On most conventionally powered Navy ships today, some of the ship’s engines (usually gas turbines) are dedicated to powering a physical transmission that turns the screws, while others (typically diesel engines) generate electricity for computers, sensors, ventilation, etc. In general, if one set of engines is offline, the other set can do little or nothing to power systems attached to it.
The Zumwalt and its integrated power system were supposed to change that. Any Star Trek fan is familiar with starship captains demanding “more power” from their engineers or directing that power be diverted with ease from one system to another in an emergency. By switching from a mechanical transmission to electric-drive propellers and generating all-electric power with its engines, the Zumwalt was supposed to be able to move power seamlessly from low-demand to high-demand systems. A variety of problems have reduced the integrated system’s utility, however.
But for DDG(X), the Navy needs to figure it out quickly. As the illustration shows, the Navy plans to incorporate a variety of medium- and high-power lasers (and perhaps other directed-energy weapons) on the design while improving fuel efficiency and increasing range and on-station time.
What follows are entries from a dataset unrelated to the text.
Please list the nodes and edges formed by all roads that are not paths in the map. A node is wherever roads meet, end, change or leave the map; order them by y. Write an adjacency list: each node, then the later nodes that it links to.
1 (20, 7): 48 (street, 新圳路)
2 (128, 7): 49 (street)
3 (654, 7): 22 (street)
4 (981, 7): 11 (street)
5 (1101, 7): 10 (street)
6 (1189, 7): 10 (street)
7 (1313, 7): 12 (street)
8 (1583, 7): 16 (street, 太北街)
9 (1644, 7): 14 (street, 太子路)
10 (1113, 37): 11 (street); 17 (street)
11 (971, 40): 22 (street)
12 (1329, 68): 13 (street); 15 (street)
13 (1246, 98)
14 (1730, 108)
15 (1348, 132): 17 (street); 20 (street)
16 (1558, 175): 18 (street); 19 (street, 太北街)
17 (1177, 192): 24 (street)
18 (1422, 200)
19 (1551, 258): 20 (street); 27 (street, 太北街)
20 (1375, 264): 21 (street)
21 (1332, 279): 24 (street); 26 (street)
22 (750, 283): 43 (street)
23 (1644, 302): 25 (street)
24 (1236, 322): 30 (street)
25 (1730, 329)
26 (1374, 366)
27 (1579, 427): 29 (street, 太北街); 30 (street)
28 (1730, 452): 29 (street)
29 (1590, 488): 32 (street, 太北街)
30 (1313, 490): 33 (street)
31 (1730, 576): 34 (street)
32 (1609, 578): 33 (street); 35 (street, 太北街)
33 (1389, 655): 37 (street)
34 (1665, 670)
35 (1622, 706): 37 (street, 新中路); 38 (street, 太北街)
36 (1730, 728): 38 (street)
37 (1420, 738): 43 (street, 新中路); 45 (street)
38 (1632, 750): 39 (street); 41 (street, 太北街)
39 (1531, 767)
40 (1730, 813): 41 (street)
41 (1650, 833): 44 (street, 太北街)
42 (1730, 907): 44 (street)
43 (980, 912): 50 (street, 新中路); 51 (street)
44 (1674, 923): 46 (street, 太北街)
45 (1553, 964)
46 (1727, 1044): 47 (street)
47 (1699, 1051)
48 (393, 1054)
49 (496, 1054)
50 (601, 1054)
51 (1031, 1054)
Achieving these ambitious goals will require getting the electric destroyer’s power system right.
The Navy anticipates beginning construction on the first DDG(X) in 2030.
proposed weapons and sensors for the DDG(X). Items in blue are intended
for the baseline, while items in green might be added on later iterations. Credit: NAVSEA
1. Ronald O’Rourke, “In Focus: Navy DDG(X) Next-Generation Destroyer Program: Background and Issues for Congress,” Congressional Research Service, 26 April 2022.
A Commercial Heavy Icebreaker For The Coast Guard?
IN ITS FY2023 BUDGET REQUEST, the Coast Guard asked Congress for $125 million to purchase a commercial polar ice breaker. In early May, the Department of Homeland Security (the Coast Guard’s parent agency) released a formal request for information from potential vendors, according to The Maritime Executive.
With the service’s Polar Security Cutter heavy icebreaker program moving at a glacial pace, the notion of obtaining an existing icebreaker as an interim step first appeared on the Coast Guard's FY2022 unfunded priorities list. The first Polar Security Cutter is now expected from builder VT Halter in FY2026, and the second (of a planned three) has been ordered. According to Arctic Today, the Coast Guard has identified the Aiviq, an "ice-hardened tug supply vessel built by Edison Chouet in 2012 for $200 million" as “the most likely candidate.”
With an expected refit time of 18 to 24 months, the proposed interim solution could give the Coast Guard a comparatively new heavy icebreaker in the Arctic several years ahead of what seemed possible just a year ago. The service's only heavy icebreakers at present, the USCGC Polar Star (WAGB-10) and Polar Sea (WAGB-11), were commissioned in 1976 and 1977, respectively.